The answer must be every line from the listing that holds the string "Гевгелија".
********
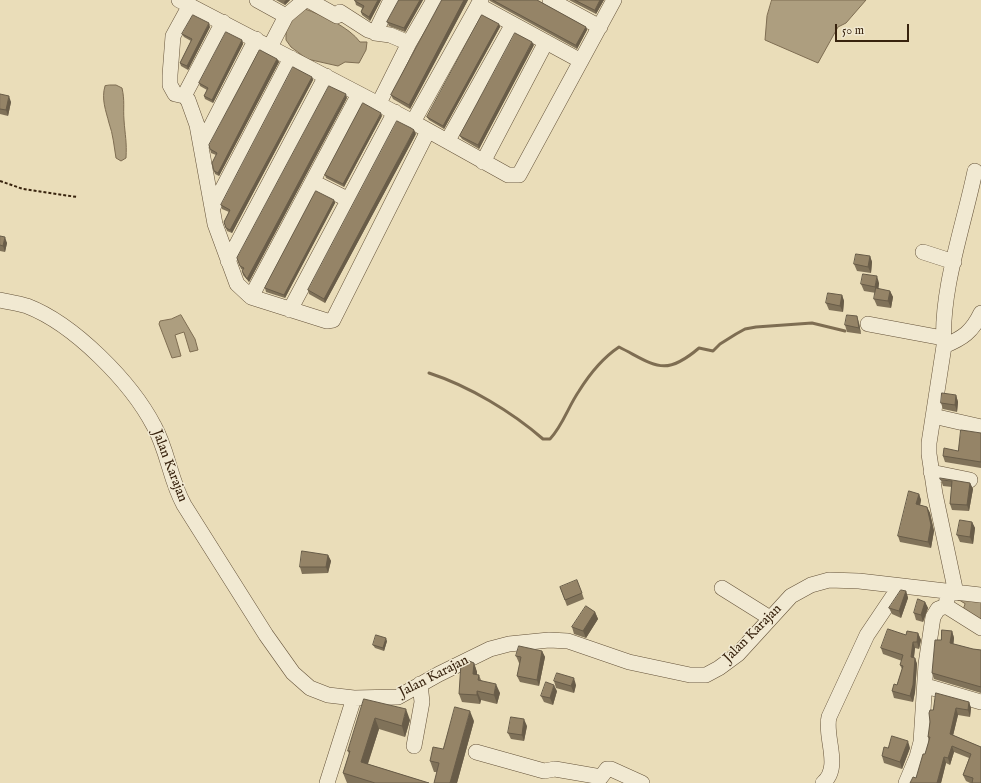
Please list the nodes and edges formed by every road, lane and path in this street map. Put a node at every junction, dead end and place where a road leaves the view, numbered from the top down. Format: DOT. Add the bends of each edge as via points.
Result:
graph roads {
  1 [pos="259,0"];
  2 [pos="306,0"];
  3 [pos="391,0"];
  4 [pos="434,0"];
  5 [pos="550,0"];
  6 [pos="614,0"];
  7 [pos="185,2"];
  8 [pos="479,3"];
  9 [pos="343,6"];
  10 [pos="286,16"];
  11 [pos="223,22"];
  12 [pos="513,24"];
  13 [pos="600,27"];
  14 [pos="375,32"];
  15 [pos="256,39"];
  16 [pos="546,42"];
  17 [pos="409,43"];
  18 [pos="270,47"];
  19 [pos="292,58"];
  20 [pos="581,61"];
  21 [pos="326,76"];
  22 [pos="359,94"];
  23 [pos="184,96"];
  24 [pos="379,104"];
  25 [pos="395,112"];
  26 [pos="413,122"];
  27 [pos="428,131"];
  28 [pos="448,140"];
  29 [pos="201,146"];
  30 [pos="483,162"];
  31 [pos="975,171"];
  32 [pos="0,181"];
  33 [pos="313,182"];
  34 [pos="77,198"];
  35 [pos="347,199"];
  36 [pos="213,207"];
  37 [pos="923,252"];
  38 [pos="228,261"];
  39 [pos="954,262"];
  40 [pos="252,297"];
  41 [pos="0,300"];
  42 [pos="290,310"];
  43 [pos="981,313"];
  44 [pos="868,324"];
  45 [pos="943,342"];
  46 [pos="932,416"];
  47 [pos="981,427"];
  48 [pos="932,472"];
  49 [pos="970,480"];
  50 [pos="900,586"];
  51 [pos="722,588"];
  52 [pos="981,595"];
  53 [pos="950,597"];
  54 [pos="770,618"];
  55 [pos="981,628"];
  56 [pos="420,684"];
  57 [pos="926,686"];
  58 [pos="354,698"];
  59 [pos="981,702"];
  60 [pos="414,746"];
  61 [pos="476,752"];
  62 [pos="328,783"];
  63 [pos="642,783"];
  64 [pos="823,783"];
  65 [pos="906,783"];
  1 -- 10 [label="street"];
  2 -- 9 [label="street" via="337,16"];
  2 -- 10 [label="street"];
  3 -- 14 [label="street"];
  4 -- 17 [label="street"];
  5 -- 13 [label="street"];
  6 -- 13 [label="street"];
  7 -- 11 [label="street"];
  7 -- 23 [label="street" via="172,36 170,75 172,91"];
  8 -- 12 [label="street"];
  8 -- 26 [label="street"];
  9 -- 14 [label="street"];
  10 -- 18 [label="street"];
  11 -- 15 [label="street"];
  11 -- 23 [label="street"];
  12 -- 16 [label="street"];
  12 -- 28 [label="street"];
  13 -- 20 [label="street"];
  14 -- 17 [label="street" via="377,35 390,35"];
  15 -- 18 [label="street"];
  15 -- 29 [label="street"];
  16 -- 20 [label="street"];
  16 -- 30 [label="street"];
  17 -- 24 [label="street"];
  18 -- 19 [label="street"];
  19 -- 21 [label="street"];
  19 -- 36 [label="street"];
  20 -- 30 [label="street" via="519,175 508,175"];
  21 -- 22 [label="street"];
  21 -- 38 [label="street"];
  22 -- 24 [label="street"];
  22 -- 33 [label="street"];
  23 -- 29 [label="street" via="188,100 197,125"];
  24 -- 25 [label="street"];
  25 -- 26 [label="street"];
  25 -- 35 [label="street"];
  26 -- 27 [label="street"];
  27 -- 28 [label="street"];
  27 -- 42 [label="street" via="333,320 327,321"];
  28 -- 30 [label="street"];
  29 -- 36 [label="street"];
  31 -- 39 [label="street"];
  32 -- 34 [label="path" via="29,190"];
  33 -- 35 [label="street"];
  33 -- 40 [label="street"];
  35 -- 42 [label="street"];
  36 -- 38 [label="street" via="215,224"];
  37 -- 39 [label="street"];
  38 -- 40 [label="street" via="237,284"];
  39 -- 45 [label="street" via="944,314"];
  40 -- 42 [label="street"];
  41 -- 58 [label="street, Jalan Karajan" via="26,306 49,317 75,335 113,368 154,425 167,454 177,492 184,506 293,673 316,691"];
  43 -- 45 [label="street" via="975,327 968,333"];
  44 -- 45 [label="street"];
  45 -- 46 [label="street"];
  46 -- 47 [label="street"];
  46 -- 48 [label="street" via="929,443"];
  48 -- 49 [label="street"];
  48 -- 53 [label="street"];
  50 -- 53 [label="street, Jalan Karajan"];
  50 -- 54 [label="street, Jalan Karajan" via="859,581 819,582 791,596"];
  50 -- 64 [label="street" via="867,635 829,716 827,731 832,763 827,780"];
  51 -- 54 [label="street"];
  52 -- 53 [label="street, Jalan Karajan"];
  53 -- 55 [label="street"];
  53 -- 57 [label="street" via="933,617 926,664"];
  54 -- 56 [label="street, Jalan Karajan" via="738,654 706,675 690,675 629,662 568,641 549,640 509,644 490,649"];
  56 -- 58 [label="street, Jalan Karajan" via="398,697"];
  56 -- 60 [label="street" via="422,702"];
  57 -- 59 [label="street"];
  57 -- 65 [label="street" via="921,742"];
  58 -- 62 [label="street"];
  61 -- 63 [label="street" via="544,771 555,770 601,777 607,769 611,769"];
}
********
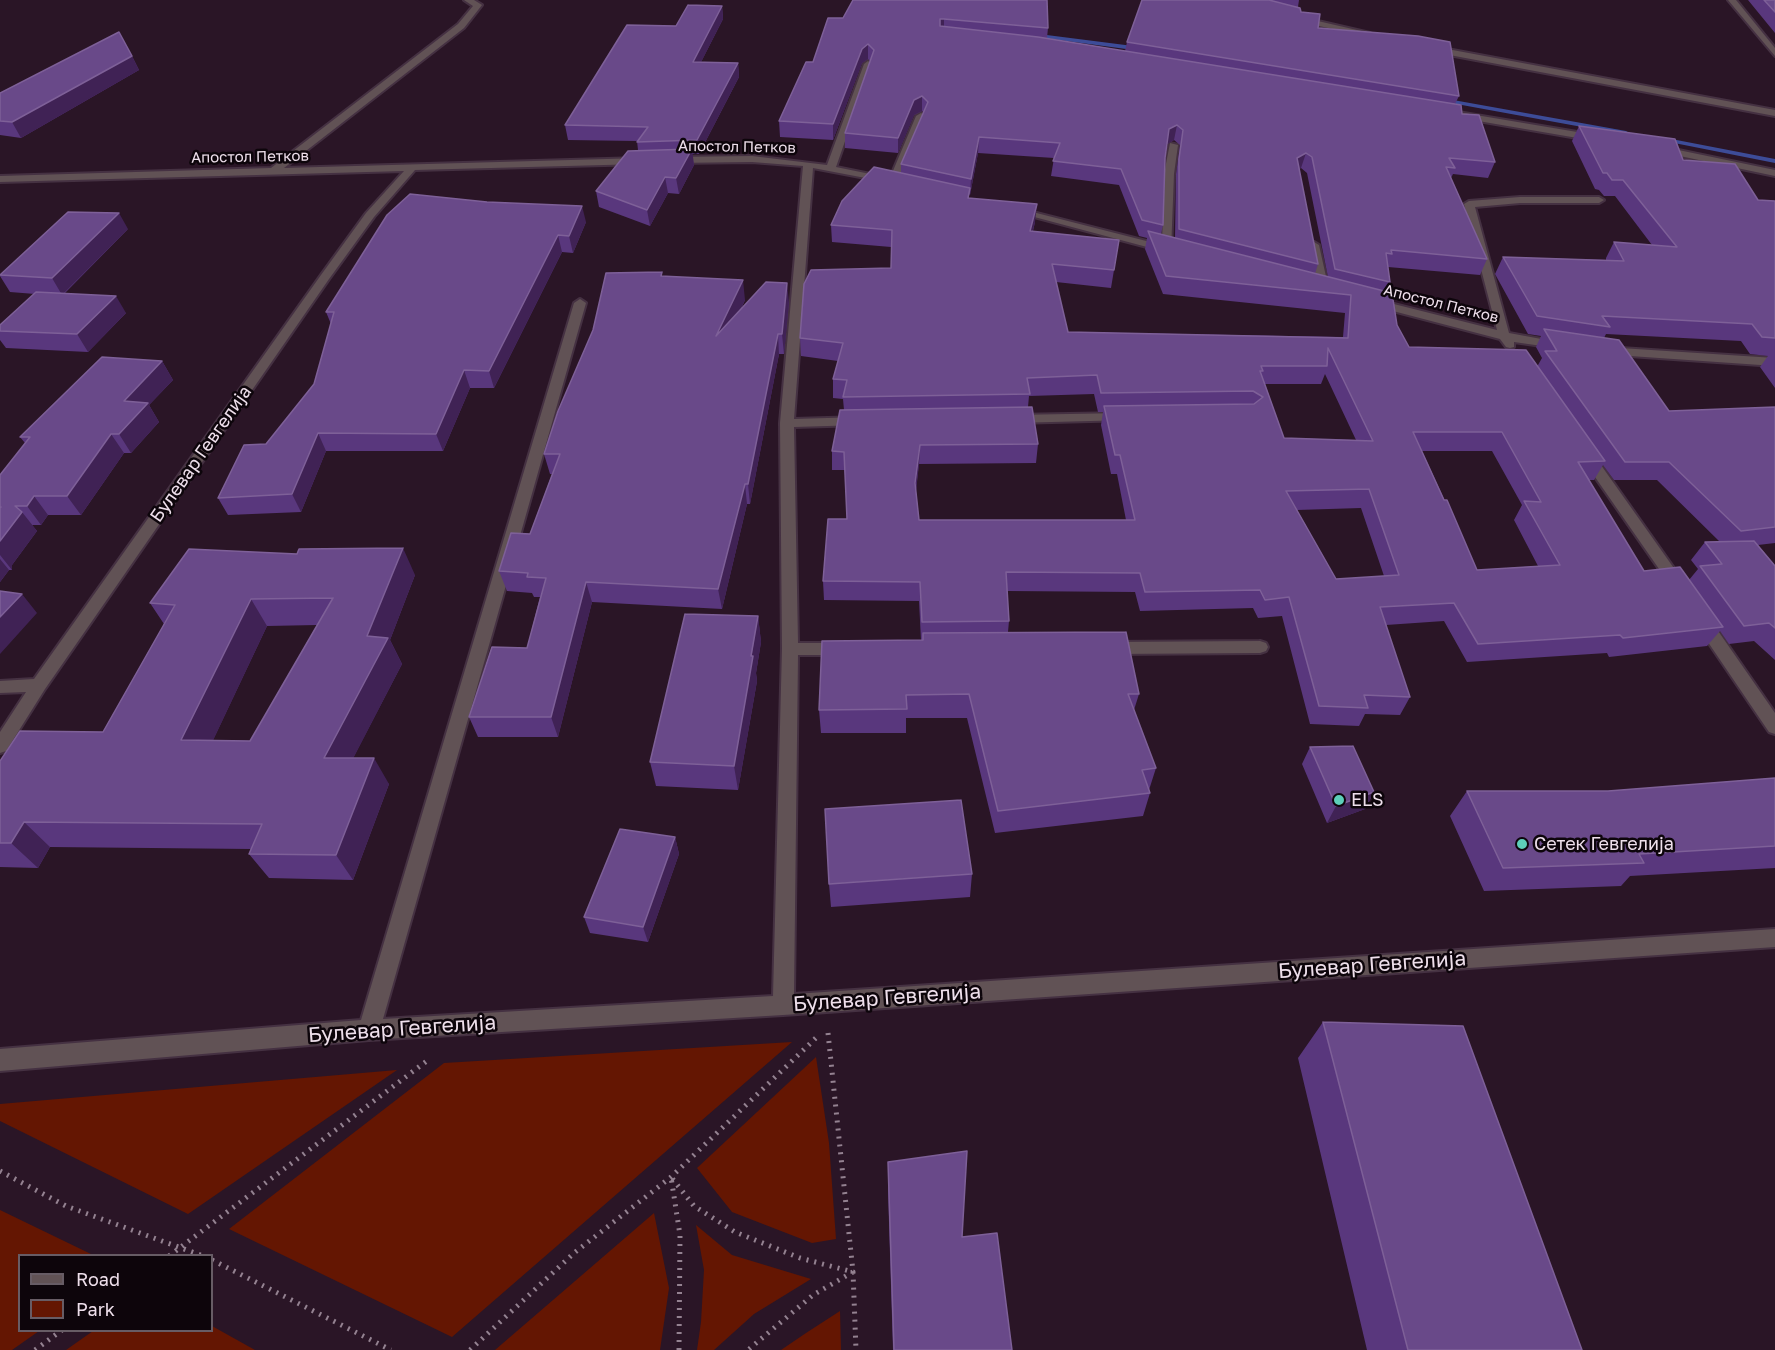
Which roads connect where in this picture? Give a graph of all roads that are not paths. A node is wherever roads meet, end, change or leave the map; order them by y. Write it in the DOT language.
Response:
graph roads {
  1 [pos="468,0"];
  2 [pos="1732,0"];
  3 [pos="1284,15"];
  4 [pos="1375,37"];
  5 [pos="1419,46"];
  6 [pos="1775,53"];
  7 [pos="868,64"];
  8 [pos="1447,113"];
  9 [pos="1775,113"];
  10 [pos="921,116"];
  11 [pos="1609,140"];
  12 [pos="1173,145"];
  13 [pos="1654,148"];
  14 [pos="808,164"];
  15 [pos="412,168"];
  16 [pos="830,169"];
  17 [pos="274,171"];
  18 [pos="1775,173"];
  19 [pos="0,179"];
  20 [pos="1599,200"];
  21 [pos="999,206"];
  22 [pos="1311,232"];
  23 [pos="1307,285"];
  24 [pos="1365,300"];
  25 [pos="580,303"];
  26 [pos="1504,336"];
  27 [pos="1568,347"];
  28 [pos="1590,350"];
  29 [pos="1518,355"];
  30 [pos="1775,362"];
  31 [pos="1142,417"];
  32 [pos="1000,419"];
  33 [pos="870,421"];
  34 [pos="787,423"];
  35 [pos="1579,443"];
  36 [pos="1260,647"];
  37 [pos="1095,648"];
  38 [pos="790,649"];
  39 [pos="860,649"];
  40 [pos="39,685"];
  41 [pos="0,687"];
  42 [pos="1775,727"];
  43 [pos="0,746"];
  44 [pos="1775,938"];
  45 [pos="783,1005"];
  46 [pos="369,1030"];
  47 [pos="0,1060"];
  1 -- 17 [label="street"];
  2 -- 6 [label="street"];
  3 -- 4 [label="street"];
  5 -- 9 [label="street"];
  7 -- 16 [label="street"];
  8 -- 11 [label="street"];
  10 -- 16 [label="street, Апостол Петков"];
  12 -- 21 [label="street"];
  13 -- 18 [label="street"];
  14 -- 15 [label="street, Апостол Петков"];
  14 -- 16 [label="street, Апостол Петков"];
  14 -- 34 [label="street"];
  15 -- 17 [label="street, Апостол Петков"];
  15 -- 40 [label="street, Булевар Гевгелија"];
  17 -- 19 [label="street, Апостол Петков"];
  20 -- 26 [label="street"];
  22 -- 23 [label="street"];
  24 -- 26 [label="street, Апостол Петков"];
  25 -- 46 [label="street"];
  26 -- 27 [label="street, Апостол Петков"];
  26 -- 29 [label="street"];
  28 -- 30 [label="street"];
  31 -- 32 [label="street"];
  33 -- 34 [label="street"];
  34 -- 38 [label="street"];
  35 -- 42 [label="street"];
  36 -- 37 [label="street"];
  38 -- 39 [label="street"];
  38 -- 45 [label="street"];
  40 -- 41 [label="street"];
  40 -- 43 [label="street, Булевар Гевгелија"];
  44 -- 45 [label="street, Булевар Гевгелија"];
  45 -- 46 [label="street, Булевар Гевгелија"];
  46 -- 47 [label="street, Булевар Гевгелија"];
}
********
Solution to this problem —
  15 -- 40 [label="street, Булевар Гевгелија"];
  40 -- 43 [label="street, Булевар Гевгелија"];
  44 -- 45 [label="street, Булевар Гевгелија"];
  45 -- 46 [label="street, Булевар Гевгелија"];
  46 -- 47 [label="street, Булевар Гевгелија"];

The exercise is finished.